_To do_: In the entries that follow, say how many lines contain the string "Salvador". Give no other words.

============

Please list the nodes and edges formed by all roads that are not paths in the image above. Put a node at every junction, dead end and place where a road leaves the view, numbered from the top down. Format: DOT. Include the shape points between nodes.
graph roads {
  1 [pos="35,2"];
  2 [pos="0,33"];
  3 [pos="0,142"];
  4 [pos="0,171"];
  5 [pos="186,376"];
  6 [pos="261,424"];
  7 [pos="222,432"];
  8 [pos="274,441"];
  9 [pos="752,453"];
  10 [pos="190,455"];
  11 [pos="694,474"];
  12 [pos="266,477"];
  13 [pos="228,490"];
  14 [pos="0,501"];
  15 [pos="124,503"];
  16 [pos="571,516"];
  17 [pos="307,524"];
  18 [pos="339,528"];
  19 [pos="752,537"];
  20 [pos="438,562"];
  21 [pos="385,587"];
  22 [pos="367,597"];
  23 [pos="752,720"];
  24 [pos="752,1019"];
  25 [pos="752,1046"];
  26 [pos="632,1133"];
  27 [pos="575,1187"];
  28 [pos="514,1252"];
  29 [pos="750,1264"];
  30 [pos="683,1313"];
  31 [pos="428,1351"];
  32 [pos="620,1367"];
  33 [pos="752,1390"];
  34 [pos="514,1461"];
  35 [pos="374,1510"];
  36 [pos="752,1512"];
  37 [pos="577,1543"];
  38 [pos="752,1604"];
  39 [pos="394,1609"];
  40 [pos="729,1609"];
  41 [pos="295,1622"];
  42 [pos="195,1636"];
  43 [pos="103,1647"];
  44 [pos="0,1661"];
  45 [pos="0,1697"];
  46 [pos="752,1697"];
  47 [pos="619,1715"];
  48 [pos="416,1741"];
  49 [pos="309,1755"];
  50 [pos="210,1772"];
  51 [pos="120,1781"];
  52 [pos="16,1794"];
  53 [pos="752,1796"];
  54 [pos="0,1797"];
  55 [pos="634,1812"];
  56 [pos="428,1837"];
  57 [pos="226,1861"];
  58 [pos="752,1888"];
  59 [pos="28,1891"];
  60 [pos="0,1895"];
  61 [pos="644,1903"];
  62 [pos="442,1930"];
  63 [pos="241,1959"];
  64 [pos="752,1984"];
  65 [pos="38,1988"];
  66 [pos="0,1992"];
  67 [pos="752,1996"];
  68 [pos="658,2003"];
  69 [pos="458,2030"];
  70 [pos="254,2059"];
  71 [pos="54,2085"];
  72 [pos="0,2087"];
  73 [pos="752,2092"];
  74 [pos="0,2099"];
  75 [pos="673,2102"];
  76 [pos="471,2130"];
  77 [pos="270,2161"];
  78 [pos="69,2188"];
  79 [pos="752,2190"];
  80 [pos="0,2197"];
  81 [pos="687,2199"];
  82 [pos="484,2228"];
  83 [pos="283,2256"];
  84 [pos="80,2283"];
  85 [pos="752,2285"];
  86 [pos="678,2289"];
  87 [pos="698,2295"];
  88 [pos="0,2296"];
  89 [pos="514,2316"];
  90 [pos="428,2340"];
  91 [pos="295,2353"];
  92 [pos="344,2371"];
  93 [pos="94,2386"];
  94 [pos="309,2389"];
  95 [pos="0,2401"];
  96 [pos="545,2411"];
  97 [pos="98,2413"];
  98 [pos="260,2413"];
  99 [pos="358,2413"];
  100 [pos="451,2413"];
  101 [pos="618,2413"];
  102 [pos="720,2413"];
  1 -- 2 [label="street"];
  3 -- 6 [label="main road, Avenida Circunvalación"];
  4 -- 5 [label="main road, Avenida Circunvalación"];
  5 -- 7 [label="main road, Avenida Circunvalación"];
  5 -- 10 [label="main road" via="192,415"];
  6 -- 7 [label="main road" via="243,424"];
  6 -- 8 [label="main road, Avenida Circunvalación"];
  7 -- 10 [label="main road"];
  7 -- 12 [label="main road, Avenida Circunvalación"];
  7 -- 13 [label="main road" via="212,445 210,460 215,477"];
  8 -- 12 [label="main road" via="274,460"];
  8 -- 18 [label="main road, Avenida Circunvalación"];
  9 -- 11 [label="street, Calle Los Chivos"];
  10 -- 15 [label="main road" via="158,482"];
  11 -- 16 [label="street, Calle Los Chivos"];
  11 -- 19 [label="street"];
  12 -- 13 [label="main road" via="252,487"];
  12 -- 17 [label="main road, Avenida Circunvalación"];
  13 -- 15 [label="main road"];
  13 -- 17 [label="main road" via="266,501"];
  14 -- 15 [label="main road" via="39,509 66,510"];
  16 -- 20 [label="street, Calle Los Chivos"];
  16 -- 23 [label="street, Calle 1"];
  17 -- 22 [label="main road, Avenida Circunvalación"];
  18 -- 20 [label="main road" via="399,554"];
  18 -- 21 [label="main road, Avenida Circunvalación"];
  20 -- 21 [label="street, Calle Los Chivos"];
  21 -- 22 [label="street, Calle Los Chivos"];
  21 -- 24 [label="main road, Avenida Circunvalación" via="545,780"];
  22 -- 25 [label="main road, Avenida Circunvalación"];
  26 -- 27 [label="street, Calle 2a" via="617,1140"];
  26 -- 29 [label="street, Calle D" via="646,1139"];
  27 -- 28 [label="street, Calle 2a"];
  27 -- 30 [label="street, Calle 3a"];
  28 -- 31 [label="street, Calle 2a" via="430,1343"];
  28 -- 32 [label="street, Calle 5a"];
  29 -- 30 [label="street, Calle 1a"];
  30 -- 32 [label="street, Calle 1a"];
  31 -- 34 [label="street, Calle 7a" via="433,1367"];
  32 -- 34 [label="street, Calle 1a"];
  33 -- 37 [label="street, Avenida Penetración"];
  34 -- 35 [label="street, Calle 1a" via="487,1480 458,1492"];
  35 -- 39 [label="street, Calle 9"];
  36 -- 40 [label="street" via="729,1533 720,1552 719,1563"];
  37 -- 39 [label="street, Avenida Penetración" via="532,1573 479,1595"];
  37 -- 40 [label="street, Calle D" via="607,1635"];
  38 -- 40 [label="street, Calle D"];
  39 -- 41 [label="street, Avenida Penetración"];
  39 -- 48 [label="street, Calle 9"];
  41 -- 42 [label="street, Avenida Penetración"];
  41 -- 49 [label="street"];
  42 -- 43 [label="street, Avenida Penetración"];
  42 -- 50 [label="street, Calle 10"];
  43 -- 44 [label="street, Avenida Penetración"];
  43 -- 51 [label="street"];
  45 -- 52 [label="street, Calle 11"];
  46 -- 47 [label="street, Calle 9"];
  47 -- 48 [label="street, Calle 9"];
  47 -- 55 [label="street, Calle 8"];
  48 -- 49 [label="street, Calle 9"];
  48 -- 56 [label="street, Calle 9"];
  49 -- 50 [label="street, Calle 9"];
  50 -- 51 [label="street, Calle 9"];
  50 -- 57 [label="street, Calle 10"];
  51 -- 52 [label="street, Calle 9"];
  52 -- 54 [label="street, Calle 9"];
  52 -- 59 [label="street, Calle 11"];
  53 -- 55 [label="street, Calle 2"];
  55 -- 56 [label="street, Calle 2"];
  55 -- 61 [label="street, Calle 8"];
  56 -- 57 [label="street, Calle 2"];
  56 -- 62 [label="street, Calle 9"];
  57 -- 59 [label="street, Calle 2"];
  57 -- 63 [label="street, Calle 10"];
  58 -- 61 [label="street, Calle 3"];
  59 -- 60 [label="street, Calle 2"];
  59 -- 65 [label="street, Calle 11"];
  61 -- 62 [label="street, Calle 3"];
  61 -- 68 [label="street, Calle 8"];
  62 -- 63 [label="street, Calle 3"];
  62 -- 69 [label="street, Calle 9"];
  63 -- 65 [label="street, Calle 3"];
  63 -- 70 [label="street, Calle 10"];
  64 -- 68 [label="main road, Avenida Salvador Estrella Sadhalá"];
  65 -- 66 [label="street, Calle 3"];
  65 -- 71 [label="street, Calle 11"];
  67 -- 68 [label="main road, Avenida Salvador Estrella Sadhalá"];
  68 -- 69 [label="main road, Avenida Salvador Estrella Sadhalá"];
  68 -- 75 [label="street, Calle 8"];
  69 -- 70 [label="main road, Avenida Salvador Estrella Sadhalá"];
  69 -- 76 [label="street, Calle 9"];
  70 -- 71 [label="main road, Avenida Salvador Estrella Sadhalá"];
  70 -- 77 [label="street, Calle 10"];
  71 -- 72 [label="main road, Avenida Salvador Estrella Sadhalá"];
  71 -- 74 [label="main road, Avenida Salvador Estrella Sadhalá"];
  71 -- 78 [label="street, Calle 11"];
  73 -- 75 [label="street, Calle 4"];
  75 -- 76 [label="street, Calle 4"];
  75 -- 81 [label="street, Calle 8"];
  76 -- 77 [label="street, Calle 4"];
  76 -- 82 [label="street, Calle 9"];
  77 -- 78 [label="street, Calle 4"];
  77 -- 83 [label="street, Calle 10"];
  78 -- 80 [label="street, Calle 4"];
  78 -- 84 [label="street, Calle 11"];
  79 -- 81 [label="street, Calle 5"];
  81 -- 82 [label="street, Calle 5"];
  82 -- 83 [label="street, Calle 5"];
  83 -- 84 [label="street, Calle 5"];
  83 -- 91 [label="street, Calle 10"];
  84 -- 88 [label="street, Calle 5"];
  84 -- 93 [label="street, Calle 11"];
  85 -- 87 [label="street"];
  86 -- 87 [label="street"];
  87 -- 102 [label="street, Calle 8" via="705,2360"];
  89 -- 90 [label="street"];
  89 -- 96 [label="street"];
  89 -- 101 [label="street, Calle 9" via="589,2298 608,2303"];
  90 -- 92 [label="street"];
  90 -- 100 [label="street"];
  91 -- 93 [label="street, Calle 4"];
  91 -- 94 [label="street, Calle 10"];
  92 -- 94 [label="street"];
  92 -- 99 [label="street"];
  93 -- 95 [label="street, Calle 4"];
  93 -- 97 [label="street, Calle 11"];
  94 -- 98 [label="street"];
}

============

_Task result_: 7